Bynum and her colleagues at U-M and the Dartmouth College Geisel School of Medicine studied Medicare claims data of 4.8 million people over the age of 66 in 2019. Researchers said that while nearly 7 million Americans currently have a diagnosis of dementia, millions more likely have symptoms but no formal diagnosis, the researchers said.

The new study demonstrates for the first time that regional diagnostic differences are not explained by variations in the dementia risk levels of different populations.

The researchers also noted the variation could stem from cultural or personal differences in how likely a person is to seek health care of any kind, to schedule an appointment specifically for memory concerns, to mention memory problems, or to think proactively about health care without being prompted during an existing appointment.
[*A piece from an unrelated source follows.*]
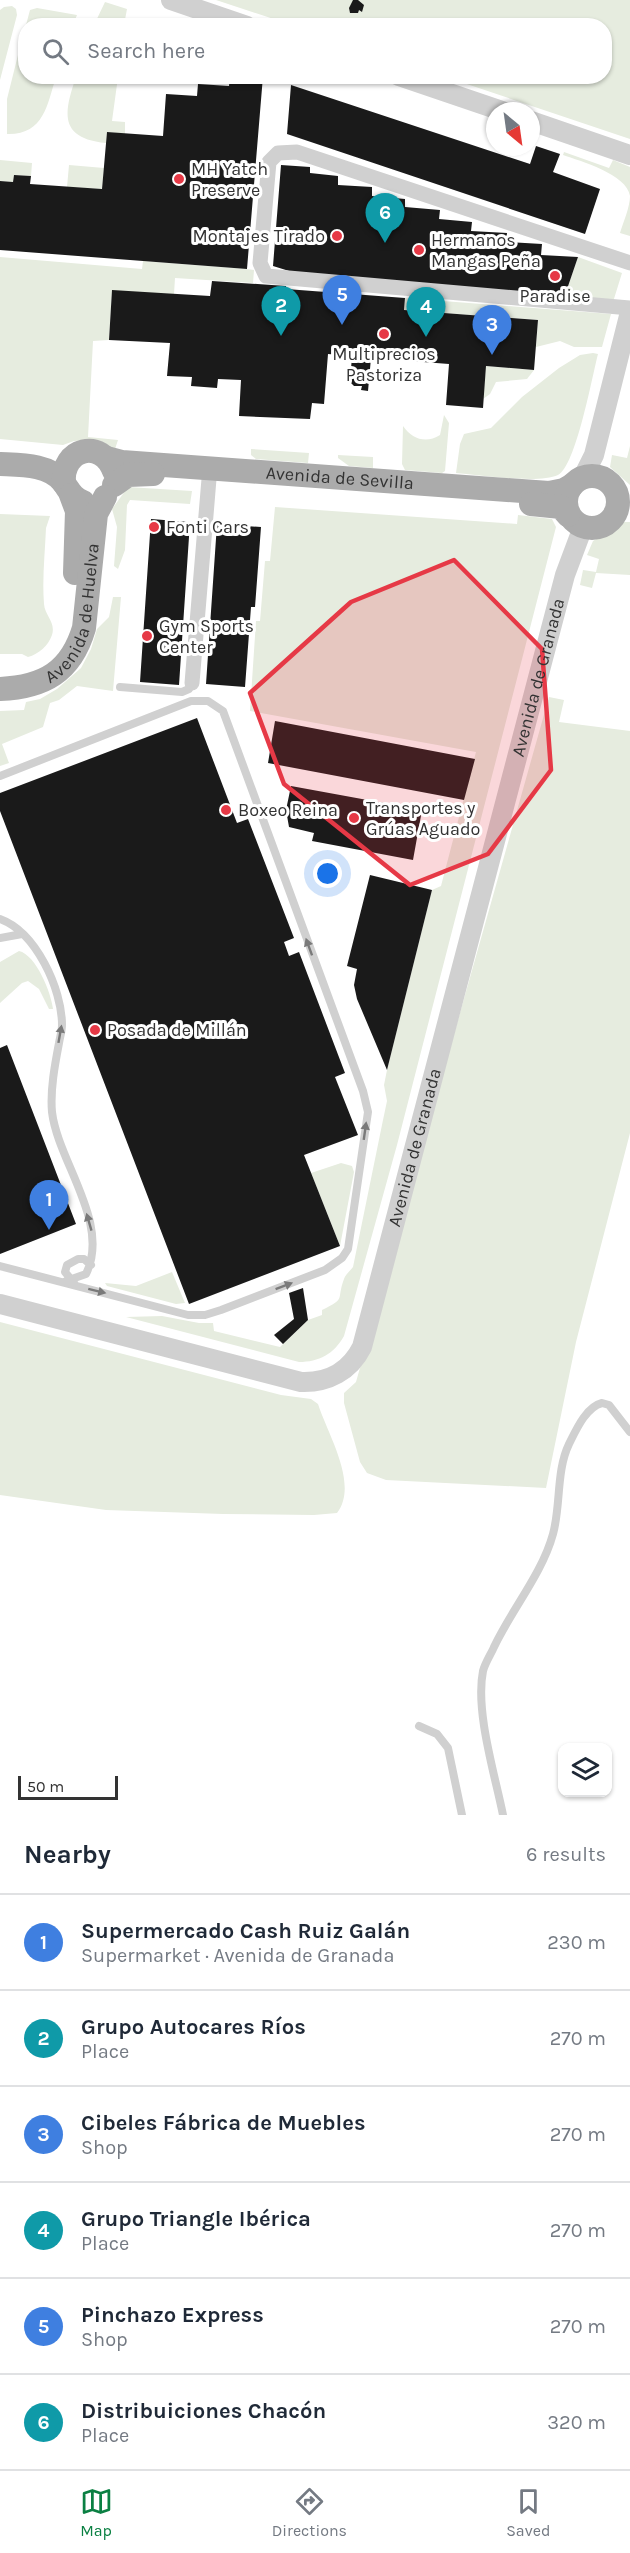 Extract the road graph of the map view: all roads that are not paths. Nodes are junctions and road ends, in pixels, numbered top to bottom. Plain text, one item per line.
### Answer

However, they did say areas with lower-than-expected diagnosis rates for dementia could use the new findings to identify barriers that may hinder early diagnosis.

For example, Bynum explained, changes in clinical practices could increase the number of times people are screened by their primary care physician for early signs of dementia, or the availability of specialists to make a confirmed diagnosis.

“The goal these days should be to identify people with cognitive issues earlier, yet our data show the younger age group of Medicare participants is the one with the most variation,” Bynum said in the news release. “For communities and health systems, this should be a call to action for spreading knowledge and increasing efforts to make services available to people. And for individuals, the message is that you may need to advocate for yourself to get what you need, including cognitive checks.”